[SOURCE MATERIAL]
○ ○ ○ ○

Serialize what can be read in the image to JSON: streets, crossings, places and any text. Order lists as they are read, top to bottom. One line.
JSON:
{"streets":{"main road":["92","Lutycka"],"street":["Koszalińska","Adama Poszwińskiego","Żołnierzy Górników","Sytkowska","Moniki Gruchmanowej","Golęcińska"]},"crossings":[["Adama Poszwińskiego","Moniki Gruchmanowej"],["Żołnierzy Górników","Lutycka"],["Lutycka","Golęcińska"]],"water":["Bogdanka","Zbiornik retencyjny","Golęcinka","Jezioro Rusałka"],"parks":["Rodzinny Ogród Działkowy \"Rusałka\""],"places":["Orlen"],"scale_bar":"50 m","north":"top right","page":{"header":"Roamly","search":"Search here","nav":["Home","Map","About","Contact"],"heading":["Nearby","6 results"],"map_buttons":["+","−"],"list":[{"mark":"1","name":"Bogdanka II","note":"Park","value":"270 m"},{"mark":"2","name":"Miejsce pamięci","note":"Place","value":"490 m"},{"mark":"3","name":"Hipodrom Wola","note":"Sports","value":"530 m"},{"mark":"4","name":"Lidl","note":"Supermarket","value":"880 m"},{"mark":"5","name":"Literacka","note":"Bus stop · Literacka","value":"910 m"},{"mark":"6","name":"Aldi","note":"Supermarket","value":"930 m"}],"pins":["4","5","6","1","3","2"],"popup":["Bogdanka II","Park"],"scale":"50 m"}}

○ ○ ○ ○

[WHAT IS NEEDED]
Your job is to reproduce the listing exactly.

[TASK OUTPUT]
Serialize what can be read in the image to JSON: streets, crossings, places and any text. Order lists as they are read, top to bottom. One line.
JSON:
{"streets":{"main road":["92","Lutycka"],"street":["Koszalińska","Adama Poszwińskiego","Żołnierzy Górników","Sytkowska","Moniki Gruchmanowej","Golęcińska"]},"crossings":[["Adama Poszwińskiego","Moniki Gruchmanowej"],["Żołnierzy Górników","Lutycka"],["Lutycka","Golęcińska"]],"water":["Bogdanka","Zbiornik retencyjny","Golęcinka","Jezioro Rusałka"],"parks":["Rodzinny Ogród Działkowy \"Rusałka\""],"places":["Orlen"],"scale_bar":"50 m","north":"top right","page":{"header":"Roamly","search":"Search here","nav":["Home","Map","About","Contact"],"heading":["Nearby","6 results"],"map_buttons":["+","−"],"list":[{"mark":"1","name":"Bogdanka II","note":"Park","value":"270 m"},{"mark":"2","name":"Miejsce pamięci","note":"Place","value":"490 m"},{"mark":"3","name":"Hipodrom Wola","note":"Sports","value":"530 m"},{"mark":"4","name":"Lidl","note":"Supermarket","value":"880 m"},{"mark":"5","name":"Literacka","note":"Bus stop · Literacka","value":"910 m"},{"mark":"6","name":"Aldi","note":"Supermarket","value":"930 m"}],"pins":["4","5","6","1","3","2"],"popup":["Bogdanka II","Park"],"scale":"50 m"}}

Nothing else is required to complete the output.